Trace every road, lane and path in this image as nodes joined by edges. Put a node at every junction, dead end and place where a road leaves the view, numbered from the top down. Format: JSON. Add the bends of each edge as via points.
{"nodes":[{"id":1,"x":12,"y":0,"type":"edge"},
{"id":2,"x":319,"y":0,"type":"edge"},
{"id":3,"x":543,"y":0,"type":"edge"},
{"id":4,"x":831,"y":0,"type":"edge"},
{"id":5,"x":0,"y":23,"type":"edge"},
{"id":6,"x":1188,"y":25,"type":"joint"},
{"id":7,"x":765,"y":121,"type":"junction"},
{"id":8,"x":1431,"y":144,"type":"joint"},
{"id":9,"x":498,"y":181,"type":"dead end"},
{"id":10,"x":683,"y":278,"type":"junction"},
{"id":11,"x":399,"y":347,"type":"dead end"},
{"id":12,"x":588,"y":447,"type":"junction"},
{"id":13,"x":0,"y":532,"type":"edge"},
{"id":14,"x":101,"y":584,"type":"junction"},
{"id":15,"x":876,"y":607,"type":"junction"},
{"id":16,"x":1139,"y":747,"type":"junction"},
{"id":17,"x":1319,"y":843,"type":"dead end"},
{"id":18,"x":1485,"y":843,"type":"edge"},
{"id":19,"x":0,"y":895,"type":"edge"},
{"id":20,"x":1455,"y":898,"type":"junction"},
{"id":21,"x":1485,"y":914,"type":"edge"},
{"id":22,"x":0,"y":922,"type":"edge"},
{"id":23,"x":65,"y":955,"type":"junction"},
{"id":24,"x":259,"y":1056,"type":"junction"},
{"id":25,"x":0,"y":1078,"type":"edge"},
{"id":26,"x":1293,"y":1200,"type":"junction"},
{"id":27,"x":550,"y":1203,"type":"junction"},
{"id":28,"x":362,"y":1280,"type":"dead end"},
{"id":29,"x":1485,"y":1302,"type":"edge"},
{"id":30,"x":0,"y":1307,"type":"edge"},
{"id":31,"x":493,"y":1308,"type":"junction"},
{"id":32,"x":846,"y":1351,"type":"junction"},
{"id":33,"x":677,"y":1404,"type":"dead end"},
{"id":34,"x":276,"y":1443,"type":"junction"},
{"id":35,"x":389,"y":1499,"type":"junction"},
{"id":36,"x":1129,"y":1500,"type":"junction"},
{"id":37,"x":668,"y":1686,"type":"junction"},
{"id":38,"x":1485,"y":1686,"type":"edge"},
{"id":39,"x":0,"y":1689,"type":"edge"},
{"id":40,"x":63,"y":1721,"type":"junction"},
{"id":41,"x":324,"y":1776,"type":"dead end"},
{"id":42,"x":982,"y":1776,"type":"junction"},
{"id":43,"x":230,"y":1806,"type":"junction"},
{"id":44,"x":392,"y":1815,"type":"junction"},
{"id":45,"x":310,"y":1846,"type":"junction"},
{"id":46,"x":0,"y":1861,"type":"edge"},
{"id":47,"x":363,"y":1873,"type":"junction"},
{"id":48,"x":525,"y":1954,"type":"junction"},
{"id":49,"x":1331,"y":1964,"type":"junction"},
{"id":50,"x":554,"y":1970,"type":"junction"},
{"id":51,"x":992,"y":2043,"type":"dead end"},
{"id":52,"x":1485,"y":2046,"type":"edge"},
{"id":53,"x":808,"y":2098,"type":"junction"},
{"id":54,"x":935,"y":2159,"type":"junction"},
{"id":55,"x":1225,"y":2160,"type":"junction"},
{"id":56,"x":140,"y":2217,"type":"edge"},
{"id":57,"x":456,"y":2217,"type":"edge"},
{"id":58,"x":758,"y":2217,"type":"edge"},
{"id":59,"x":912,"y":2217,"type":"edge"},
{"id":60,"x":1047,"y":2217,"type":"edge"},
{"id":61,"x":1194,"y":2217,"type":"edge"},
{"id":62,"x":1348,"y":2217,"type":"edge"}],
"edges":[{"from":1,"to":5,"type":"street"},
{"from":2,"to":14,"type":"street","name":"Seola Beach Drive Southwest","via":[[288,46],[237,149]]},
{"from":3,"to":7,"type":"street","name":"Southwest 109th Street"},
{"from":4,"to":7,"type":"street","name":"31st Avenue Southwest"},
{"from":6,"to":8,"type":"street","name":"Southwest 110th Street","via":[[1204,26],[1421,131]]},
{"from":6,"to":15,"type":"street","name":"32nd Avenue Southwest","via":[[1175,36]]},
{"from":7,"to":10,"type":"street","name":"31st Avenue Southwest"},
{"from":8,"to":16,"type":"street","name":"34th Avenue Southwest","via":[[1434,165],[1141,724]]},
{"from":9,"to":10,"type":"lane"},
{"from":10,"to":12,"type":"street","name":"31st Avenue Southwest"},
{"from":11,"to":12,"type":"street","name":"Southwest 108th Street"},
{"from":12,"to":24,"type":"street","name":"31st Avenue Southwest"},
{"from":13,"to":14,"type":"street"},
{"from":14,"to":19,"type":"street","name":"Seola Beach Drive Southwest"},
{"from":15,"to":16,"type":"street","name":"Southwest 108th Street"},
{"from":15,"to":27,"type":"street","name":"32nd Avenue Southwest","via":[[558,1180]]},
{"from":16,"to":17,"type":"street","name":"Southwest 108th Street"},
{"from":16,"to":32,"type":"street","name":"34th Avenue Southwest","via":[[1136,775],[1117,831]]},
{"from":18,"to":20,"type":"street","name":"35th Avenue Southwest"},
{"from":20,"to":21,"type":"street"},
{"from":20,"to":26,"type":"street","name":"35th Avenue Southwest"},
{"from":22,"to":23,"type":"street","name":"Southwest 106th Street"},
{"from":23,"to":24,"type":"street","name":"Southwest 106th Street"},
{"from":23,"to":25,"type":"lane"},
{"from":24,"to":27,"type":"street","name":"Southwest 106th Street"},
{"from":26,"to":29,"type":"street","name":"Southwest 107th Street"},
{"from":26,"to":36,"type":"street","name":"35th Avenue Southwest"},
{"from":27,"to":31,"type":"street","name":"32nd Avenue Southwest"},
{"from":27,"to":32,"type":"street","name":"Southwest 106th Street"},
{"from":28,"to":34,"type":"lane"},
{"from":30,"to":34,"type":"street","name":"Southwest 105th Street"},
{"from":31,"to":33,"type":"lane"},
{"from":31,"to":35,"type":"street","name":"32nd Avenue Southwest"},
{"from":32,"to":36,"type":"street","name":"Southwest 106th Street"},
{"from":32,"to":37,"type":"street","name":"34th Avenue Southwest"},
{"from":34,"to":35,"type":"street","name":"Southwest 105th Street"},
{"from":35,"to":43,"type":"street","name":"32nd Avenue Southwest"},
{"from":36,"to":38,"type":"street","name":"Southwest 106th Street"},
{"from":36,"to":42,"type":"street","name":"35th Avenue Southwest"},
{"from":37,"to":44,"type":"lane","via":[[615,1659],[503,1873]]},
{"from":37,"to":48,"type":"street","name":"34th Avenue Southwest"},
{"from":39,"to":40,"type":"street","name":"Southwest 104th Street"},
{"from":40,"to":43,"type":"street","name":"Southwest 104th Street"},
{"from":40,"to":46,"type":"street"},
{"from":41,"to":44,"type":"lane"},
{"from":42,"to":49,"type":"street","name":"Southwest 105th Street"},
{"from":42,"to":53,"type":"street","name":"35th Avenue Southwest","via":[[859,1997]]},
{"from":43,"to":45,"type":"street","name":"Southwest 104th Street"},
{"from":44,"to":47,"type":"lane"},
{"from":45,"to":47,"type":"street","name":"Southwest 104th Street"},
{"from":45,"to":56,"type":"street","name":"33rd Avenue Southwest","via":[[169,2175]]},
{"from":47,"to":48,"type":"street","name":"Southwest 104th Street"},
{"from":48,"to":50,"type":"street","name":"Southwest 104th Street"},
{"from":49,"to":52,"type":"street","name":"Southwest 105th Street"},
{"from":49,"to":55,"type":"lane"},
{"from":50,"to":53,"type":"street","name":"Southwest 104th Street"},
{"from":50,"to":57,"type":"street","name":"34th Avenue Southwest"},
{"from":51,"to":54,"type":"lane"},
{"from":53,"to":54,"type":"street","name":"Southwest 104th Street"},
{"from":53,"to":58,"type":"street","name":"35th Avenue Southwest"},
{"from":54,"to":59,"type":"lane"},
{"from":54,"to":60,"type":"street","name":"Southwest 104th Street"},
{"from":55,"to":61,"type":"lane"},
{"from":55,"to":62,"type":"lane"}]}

====================

WHAT YOU ARE ASKED TO DO | Scan the data above. Return every line with "Beach" in it.

ANSWER AREA |
{"from":2,"to":14,"type":"street","name":"Seola Beach Drive Southwest","via":[[288,46],[237,149]]},
{"from":14,"to":19,"type":"street","name":"Seola Beach Drive Southwest"},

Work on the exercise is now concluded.